In the former case it is because SSH does not automatically convey
the appropriate setting for LANG, which (rather dubiously) includes
whether to use UTF-8 for display.

In the latter case, "ls" and such, there is nothing SSH can do.

(And that's what makes this relevant to linux-kernel - "ls" has no
way to display names correctly on both terminal types precisely
because it does not have any information about the character
encoding of the filenames returned by readdir()).

The result of all this is that everything works fine as long as you
only log in from the kind of terminal which matches the remote machine.

Unfortunately, while the modern GUIs all use UTF-8 (this is a good
thing in the long run), both the default Linux console, and most
non-Linux terminals, do not use UTF-8.

Therefore file names are generally created and displayed in UTF-8 when
using any of the modern GUIs, including GUI terminals, but file names
are generally created and displayed in a locale-specific encoding
(usually iso-8859-1) when using any console, external terminal, or ssh
from an older client.


Btw, as a practical matter, it took me about a year before I figured
out how to enter a "£" (POUND) symbol into a message being edited with
Mutt and Emacs on a remote server. Until I learned to explicitly set
"LANG=en_GB.utf8" on the remote server when I logged in from GNOME
Terminal (it was a RH9 box which by default set LANG=en_GB, which is
_correct_ for most clients), typing "£" just didn't enter anything.
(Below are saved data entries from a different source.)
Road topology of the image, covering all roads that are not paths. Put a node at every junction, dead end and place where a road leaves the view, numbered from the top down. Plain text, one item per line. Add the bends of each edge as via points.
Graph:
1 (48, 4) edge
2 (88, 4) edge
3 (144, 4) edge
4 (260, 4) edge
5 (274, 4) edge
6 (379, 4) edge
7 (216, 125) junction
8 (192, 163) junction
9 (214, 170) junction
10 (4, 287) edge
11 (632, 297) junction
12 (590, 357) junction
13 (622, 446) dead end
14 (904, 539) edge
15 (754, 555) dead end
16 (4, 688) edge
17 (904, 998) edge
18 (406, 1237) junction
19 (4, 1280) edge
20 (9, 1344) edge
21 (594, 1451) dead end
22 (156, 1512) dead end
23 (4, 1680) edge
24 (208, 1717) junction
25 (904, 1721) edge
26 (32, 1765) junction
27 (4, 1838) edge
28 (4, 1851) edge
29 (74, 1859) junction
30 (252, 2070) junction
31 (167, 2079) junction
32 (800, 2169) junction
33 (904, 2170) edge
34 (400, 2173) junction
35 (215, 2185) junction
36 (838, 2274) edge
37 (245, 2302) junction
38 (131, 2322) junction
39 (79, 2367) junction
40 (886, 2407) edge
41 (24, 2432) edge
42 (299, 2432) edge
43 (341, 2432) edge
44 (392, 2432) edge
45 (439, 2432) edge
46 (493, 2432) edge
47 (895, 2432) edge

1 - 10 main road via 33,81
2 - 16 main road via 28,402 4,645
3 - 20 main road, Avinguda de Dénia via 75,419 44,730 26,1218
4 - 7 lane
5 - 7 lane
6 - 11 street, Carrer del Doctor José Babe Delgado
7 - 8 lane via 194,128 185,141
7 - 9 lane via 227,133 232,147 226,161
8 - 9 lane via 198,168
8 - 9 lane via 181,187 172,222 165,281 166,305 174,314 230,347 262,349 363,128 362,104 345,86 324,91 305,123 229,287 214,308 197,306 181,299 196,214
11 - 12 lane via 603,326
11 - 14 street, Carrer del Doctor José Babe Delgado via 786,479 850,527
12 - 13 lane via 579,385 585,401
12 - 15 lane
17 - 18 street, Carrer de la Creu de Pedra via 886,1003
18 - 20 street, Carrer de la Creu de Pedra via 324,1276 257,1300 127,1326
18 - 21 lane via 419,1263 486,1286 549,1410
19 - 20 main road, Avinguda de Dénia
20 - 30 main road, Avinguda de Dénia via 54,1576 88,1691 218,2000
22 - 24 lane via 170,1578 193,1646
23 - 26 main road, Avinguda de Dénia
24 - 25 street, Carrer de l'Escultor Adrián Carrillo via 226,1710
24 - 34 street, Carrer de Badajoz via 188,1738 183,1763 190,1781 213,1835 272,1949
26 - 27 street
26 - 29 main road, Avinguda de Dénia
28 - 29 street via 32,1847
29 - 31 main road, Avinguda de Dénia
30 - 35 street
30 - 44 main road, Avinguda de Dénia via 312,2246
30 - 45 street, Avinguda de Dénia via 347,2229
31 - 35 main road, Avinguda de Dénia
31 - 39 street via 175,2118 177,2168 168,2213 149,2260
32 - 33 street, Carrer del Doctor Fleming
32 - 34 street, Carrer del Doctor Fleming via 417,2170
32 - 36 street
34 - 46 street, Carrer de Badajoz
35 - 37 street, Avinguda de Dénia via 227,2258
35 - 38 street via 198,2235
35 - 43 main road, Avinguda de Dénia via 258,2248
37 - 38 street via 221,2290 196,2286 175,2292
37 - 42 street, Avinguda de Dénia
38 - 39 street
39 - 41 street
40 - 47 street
Third problem (a straightforward Linux bug):

I just did unicode_start on the console, which turns on UTF-8 for
that virtual terminal - for display and for keyboard input.

Then I did unicode_stop. Guess what: it put the display back in
iso-8859-1 for that virtual terminal, but the keyboard remained stuck
in UTF-8 for _all_ virtual terminals. Once in that state, I had
difficulty typing the pound sign which appears earlier in this
message, and in fact I don't know how to restore the console without
rebooting the client machine. "reset" doesn't work; using a
different virtual terminal doesn't work.